I don't know if it's even a matter of incentive. Even when we hire local
developers from some particular cultures, it's not part of their culture to
question "authority" or be independent thinkers. So, they too will do exactly
what we ask because they trust us as the experts or think that we'll be
displeased if they don't do precisely what we asked.

------
fma
"Rabin, the former software engineer, recalled one manager saying at an all-
hands meeting that Boeing didn’t need senior engineers because its products
were mature."

Doesn't exactly make me confident in flying in their planes...

------
wizzard
I remember reading an article about the MAX fiasco that stated something about
how all software engineers working in aeronautics could be assumed to be
senior and extremely capable. I wondered how they could be so sure, with
companies like IBM kicking out seniors (in both senses of the term) to lower
costs, the rise of “code schools,” and the lure of outsourcing. Not surprised
to read this at all.

At least in other industries cost-cutting just kills the business instead of
killing actual human beings.

------
partha42
This is pure scapegoating. The "9$/hour" engineers wrote code exactly like
Boeing asked them to. In other words, it's a mistake in the requirements given
by Boeing designers and not the cheap engineers who wrote the code.

------
yash_8141
To all those who are criticizing 9 dollar per hour is actually top tier salary
in india.
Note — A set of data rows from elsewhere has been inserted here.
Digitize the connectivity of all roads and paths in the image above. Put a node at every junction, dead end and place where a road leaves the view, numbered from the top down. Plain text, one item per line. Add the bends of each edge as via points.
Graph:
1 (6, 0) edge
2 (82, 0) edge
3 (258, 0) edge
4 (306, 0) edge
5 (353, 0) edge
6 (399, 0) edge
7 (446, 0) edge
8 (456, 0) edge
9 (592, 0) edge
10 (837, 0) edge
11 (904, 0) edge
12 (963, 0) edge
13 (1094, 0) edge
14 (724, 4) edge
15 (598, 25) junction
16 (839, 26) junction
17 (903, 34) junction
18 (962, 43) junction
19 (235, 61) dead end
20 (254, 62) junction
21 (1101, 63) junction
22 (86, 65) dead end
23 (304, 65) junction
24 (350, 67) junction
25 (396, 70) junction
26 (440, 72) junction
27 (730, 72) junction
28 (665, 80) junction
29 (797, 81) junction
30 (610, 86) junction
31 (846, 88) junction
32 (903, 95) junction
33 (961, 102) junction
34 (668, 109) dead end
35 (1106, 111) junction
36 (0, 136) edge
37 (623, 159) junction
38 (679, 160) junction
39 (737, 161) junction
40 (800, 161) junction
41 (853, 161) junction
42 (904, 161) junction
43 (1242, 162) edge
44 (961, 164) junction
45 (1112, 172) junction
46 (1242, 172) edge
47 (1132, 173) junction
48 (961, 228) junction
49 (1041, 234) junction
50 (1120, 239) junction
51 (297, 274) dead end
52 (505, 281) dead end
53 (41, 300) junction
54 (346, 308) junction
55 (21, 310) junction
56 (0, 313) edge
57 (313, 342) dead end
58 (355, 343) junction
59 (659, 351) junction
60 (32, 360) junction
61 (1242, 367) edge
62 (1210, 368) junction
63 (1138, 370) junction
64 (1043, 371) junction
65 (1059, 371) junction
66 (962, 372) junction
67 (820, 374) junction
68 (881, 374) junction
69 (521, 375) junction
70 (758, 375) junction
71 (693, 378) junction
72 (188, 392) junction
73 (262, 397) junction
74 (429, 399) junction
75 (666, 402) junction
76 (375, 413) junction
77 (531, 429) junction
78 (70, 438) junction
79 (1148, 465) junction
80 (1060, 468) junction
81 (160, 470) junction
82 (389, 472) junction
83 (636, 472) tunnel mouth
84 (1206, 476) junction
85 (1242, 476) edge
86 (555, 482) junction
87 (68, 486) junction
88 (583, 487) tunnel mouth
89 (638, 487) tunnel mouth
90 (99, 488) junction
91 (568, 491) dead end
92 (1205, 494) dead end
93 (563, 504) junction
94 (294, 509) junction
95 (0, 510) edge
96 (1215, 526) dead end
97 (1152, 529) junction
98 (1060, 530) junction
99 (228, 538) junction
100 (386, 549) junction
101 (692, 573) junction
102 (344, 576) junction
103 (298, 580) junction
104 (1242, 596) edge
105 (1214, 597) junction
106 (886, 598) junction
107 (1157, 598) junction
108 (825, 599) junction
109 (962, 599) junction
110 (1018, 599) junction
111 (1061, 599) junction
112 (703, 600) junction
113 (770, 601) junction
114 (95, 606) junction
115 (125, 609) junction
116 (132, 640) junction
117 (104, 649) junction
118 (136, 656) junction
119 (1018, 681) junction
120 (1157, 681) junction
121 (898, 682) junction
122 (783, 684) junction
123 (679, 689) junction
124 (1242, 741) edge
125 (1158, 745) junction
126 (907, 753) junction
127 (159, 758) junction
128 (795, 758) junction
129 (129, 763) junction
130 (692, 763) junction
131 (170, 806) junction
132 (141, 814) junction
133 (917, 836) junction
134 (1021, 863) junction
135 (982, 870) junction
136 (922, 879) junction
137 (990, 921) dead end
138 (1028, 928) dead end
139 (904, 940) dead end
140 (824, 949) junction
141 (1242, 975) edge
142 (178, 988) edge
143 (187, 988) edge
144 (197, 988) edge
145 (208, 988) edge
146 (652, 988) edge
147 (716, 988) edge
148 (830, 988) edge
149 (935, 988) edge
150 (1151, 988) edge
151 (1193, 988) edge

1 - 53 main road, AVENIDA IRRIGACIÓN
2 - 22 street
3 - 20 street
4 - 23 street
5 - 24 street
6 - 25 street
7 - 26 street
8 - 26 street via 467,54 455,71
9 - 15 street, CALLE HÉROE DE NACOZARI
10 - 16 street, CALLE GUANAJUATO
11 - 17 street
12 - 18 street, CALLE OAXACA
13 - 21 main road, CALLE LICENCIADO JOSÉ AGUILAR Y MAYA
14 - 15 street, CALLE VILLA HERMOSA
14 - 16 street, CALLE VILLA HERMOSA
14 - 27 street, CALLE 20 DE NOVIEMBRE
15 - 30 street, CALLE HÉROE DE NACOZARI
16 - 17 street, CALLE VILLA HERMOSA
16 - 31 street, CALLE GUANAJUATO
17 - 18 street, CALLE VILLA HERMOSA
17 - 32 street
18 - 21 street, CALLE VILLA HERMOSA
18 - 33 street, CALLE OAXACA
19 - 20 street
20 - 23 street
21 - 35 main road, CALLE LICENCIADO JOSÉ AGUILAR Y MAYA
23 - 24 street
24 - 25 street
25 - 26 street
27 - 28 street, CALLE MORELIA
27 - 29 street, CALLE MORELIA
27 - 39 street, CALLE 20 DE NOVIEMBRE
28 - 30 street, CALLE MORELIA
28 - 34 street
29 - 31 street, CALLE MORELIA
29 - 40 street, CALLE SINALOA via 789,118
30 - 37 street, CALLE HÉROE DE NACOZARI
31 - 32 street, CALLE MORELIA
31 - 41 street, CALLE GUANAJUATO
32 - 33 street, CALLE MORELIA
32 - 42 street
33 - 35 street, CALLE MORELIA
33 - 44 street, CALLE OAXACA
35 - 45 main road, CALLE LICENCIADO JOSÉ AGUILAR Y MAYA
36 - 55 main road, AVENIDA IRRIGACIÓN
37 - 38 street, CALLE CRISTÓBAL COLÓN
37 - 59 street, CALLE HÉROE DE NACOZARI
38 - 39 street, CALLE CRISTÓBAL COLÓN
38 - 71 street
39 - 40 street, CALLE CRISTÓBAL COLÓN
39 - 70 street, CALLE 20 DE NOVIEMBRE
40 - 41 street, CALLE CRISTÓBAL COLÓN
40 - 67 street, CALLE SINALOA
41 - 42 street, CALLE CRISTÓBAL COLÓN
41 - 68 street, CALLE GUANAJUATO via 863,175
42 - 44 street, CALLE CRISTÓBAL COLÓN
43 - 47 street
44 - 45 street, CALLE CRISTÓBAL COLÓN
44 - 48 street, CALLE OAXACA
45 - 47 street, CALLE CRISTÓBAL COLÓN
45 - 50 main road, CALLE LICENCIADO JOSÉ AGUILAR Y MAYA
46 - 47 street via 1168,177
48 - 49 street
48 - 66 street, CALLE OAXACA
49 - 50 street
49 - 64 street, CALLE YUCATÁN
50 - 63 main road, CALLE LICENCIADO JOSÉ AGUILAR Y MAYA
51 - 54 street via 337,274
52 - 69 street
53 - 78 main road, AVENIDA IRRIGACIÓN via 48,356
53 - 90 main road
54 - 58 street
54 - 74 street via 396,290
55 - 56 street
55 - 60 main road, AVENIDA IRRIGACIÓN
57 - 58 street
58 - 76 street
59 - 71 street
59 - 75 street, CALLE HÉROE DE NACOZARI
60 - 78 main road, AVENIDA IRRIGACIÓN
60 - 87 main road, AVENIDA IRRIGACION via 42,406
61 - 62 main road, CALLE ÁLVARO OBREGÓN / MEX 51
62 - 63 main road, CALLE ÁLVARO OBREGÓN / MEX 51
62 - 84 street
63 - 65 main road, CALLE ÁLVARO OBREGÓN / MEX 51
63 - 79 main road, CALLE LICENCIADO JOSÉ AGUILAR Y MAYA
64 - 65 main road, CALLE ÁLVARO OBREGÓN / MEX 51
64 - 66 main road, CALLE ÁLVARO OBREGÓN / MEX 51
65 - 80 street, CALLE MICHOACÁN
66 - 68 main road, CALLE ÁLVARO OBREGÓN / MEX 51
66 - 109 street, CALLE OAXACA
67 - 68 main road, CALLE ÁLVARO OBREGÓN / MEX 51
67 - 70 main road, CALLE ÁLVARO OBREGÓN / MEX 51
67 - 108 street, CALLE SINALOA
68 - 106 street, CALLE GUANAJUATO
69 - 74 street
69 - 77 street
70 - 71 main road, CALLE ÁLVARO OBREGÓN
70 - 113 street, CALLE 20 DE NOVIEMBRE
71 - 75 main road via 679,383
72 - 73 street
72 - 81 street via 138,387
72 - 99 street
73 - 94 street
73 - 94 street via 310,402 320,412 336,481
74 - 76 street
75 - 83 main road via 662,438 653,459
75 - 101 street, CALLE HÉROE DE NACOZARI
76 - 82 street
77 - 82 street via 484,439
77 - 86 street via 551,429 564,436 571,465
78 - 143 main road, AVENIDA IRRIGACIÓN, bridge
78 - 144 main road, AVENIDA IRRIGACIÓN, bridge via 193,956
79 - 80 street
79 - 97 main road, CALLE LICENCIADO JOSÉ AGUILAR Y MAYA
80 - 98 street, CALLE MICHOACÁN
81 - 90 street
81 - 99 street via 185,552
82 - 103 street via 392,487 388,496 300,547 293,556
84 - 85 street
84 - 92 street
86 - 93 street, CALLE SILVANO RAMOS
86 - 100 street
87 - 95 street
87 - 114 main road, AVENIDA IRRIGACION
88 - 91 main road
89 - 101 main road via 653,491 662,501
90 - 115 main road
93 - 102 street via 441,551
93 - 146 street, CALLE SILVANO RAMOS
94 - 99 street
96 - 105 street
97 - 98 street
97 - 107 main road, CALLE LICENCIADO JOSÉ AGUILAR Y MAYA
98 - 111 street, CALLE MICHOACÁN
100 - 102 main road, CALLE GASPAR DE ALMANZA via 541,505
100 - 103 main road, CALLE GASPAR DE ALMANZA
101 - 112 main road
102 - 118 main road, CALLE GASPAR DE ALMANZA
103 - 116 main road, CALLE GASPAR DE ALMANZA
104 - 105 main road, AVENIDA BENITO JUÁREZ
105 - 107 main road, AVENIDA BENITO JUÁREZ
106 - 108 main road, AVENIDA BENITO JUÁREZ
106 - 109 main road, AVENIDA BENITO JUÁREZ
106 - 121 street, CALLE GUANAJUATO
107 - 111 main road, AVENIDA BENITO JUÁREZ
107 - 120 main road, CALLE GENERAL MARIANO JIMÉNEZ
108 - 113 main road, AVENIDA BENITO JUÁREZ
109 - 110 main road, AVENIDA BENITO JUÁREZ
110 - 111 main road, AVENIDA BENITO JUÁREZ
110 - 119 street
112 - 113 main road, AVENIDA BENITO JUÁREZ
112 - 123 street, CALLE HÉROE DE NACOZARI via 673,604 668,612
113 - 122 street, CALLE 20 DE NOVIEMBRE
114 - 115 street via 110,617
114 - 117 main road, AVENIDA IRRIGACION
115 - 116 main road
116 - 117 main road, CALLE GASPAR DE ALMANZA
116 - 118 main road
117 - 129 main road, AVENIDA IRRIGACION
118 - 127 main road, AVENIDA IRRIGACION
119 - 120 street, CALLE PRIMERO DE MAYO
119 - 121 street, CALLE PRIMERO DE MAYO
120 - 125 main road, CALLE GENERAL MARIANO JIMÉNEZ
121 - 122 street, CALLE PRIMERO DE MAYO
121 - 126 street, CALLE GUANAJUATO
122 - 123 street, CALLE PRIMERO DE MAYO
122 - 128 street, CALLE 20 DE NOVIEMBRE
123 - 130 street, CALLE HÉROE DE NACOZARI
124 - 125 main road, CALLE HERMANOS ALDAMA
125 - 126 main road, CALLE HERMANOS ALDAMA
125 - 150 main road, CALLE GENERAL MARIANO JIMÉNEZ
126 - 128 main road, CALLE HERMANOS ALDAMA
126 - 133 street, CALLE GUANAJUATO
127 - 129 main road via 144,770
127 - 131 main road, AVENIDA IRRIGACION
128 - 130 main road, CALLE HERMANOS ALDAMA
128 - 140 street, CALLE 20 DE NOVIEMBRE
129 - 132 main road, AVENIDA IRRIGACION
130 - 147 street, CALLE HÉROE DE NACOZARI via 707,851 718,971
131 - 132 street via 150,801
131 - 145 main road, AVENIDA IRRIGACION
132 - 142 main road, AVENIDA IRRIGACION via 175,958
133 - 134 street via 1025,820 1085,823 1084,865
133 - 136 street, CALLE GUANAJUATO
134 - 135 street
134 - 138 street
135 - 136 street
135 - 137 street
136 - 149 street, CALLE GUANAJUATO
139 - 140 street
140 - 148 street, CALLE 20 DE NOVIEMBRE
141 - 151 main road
It translates to 18 lakh rupees per year which adjusting according
to PPP with respect to Cali or ny around 100k dollars.This is honestly
confirmation bias for Americans who think outsourcing is bad . Which kind of
is but don't think in this case.

------
rbmktechik
You know the old saying: I would never fly in a plane designed with software
using floating point.

I think it needs an updating: I would never fly in a plane with software
written by $9/hour coders.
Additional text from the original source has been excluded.